Stored records
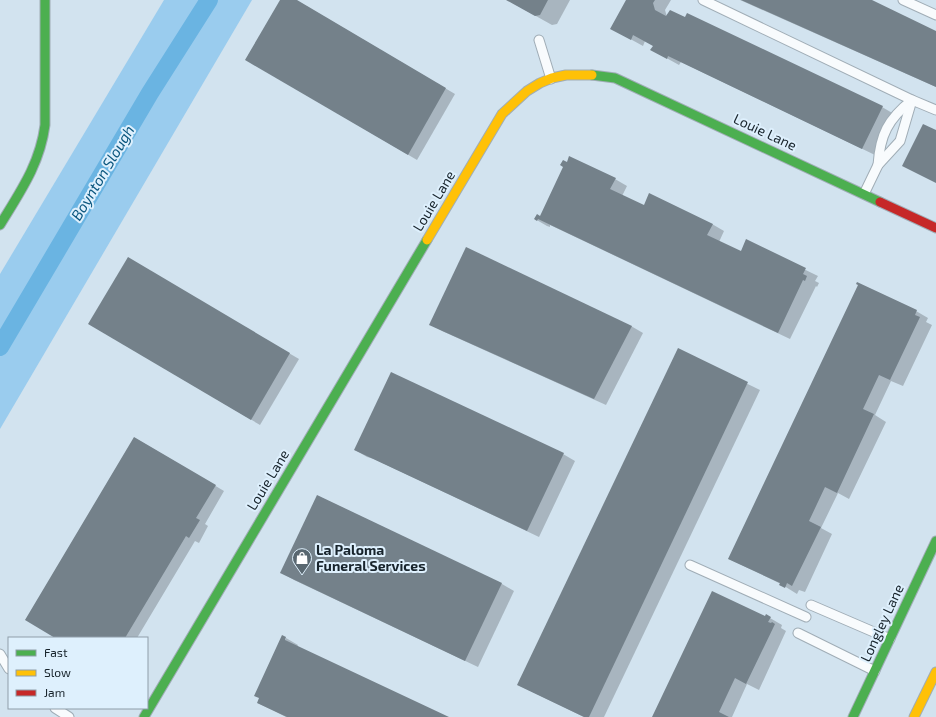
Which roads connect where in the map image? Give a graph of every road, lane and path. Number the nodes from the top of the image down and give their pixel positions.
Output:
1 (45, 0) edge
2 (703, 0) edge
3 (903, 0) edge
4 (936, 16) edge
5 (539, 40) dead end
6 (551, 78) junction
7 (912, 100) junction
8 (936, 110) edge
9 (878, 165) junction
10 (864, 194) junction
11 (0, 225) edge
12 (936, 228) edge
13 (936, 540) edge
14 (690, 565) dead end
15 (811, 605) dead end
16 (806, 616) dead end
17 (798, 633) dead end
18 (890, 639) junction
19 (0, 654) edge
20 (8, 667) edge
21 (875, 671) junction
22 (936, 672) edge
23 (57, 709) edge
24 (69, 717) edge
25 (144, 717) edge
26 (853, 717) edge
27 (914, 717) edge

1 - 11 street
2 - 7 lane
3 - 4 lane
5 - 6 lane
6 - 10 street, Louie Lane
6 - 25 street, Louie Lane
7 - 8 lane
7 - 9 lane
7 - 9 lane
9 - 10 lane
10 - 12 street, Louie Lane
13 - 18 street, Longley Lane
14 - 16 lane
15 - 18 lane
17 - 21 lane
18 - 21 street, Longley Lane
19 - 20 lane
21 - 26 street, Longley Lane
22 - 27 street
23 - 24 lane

* **PROBLEM**
Output the records above exactly; leave out the pictures.

* **COMPLETED TASK**
Which roads connect where in the map image? Give a graph of every road, lane and path. Number the nodes from the top of the image down and give their pixel positions.
Output:
1 (45, 0) edge
2 (703, 0) edge
3 (903, 0) edge
4 (936, 16) edge
5 (539, 40) dead end
6 (551, 78) junction
7 (912, 100) junction
8 (936, 110) edge
9 (878, 165) junction
10 (864, 194) junction
11 (0, 225) edge
12 (936, 228) edge
13 (936, 540) edge
14 (690, 565) dead end
15 (811, 605) dead end
16 (806, 616) dead end
17 (798, 633) dead end
18 (890, 639) junction
19 (0, 654) edge
20 (8, 667) edge
21 (875, 671) junction
22 (936, 672) edge
23 (57, 709) edge
24 (69, 717) edge
25 (144, 717) edge
26 (853, 717) edge
27 (914, 717) edge

1 - 11 street
2 - 7 lane
3 - 4 lane
5 - 6 lane
6 - 10 street, Louie Lane
6 - 25 street, Louie Lane
7 - 8 lane
7 - 9 lane
7 - 9 lane
9 - 10 lane
10 - 12 street, Louie Lane
13 - 18 street, Longley Lane
14 - 16 lane
15 - 18 lane
17 - 21 lane
18 - 21 street, Longley Lane
19 - 20 lane
21 - 26 street, Longley Lane
22 - 27 street
23 - 24 lane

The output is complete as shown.